--- Exercise data ---

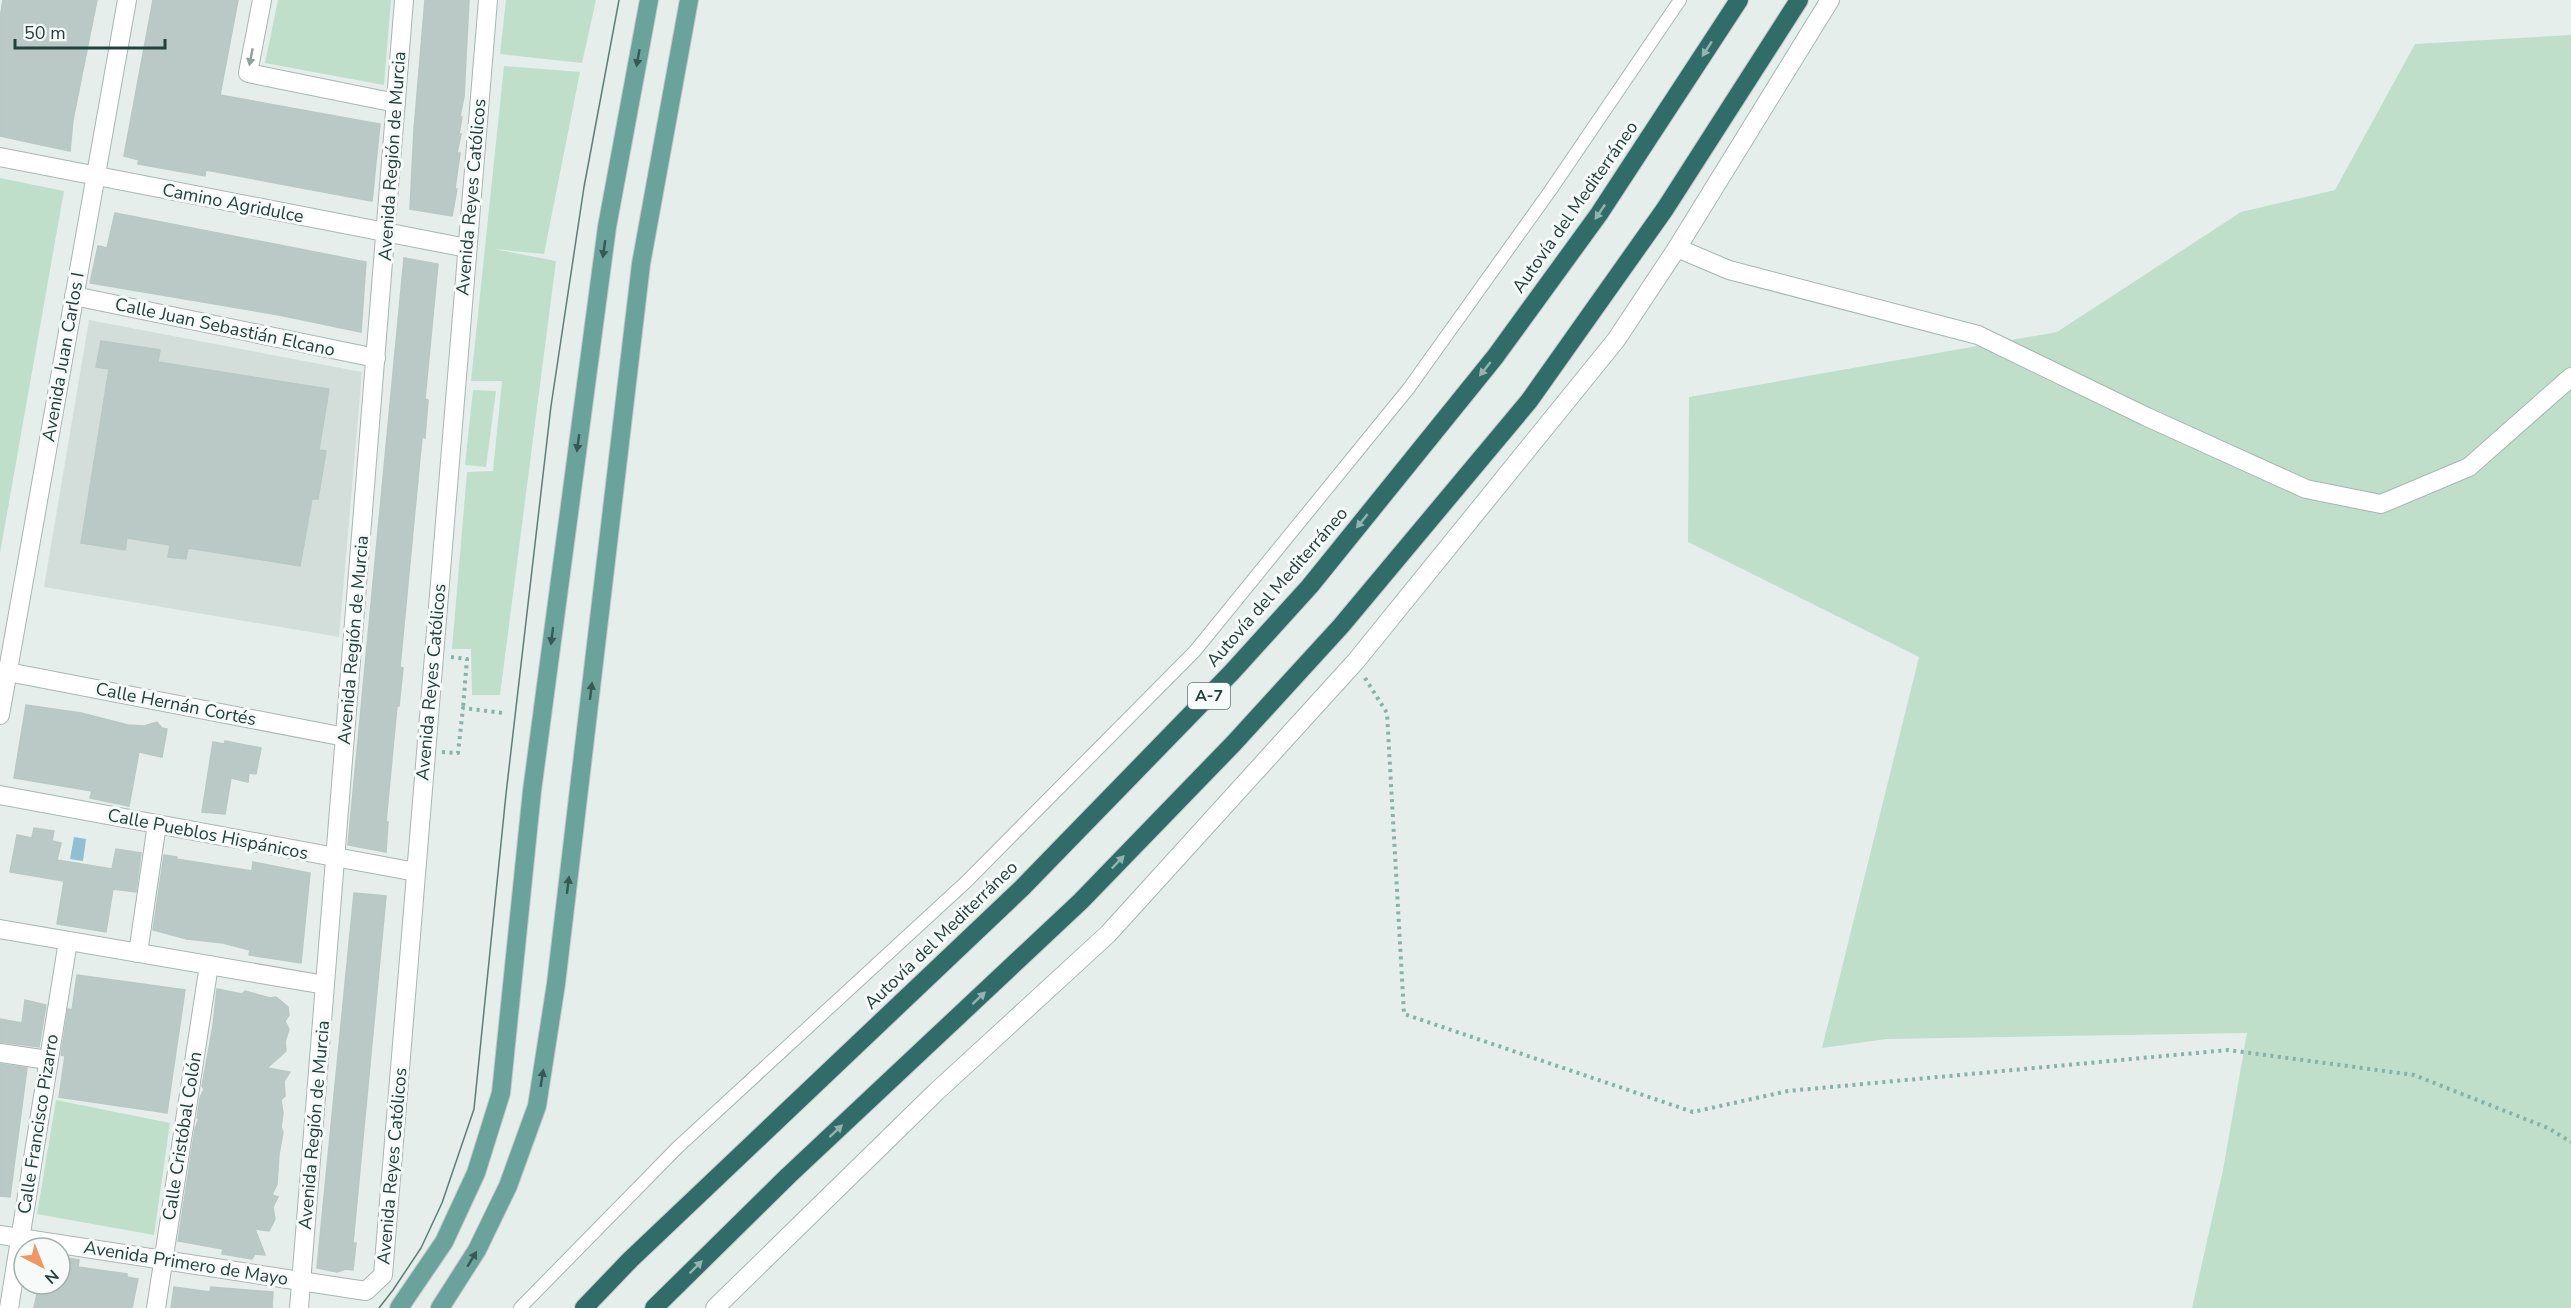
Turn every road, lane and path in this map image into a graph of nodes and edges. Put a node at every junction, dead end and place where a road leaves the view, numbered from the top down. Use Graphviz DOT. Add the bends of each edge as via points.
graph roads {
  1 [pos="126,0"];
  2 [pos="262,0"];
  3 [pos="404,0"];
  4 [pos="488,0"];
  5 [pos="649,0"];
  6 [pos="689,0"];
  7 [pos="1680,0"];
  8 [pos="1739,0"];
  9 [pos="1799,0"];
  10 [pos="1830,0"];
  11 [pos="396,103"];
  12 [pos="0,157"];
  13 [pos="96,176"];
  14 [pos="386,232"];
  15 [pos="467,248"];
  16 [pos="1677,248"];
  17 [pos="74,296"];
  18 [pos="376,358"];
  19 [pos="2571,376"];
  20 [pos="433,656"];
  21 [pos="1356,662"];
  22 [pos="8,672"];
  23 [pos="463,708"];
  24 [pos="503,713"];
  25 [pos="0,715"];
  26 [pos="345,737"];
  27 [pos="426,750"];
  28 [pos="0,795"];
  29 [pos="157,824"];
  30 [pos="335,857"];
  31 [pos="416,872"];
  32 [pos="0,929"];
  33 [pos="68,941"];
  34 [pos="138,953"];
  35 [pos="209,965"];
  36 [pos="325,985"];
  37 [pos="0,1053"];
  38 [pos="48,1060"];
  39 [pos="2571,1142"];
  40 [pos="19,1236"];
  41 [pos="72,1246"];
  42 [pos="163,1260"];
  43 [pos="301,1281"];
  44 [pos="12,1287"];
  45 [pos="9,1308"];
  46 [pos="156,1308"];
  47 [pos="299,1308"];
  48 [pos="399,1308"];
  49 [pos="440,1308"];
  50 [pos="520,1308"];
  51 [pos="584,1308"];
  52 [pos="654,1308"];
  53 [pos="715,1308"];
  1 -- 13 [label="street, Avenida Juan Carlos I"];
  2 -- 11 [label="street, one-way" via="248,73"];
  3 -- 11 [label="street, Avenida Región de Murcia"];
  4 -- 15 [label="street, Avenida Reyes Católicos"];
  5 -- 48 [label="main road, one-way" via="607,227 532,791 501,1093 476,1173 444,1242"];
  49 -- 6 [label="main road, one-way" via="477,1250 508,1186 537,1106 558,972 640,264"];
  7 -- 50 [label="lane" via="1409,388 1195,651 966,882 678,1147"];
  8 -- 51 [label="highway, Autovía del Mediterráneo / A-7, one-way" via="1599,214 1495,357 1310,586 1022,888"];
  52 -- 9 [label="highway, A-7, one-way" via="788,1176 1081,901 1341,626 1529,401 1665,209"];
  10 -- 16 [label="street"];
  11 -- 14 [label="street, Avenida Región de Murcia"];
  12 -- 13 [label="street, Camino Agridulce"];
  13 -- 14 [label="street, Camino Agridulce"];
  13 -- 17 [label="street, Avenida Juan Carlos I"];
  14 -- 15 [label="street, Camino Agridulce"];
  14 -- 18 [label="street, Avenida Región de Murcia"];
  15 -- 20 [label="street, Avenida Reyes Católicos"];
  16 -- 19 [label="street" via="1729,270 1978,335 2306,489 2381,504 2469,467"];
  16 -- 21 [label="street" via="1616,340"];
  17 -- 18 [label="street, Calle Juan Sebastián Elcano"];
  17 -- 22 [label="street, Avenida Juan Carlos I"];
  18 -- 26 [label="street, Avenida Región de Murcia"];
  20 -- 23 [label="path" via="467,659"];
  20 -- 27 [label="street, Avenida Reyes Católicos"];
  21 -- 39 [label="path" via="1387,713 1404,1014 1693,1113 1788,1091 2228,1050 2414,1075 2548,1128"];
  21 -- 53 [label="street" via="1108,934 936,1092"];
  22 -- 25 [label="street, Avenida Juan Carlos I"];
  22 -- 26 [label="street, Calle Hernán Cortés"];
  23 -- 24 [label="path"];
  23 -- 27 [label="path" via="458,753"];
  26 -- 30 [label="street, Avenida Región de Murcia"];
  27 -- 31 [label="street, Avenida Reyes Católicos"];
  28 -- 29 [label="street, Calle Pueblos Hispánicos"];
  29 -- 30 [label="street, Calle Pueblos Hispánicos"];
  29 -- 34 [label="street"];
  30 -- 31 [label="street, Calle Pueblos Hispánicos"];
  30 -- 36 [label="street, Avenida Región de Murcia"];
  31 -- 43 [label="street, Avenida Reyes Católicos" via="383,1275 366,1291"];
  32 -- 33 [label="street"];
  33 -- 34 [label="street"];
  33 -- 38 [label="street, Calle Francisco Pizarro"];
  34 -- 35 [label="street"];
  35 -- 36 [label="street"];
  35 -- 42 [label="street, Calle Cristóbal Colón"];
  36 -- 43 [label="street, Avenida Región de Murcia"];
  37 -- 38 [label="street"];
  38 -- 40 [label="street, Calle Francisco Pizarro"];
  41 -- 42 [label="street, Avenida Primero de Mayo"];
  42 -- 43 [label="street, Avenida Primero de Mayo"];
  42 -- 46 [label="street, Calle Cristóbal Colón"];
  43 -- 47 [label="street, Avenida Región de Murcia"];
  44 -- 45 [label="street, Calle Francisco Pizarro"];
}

---

◆ **Exercise description**:
Gather up every line in the data above that contains the word "Juan", copying each one.

◆ **Worked solution**:
  1 -- 13 [label="street, Avenida Juan Carlos I"];
  13 -- 17 [label="street, Avenida Juan Carlos I"];
  17 -- 18 [label="street, Calle Juan Sebastián Elcano"];
  17 -- 22 [label="street, Avenida Juan Carlos I"];
  22 -- 25 [label="street, Avenida Juan Carlos I"];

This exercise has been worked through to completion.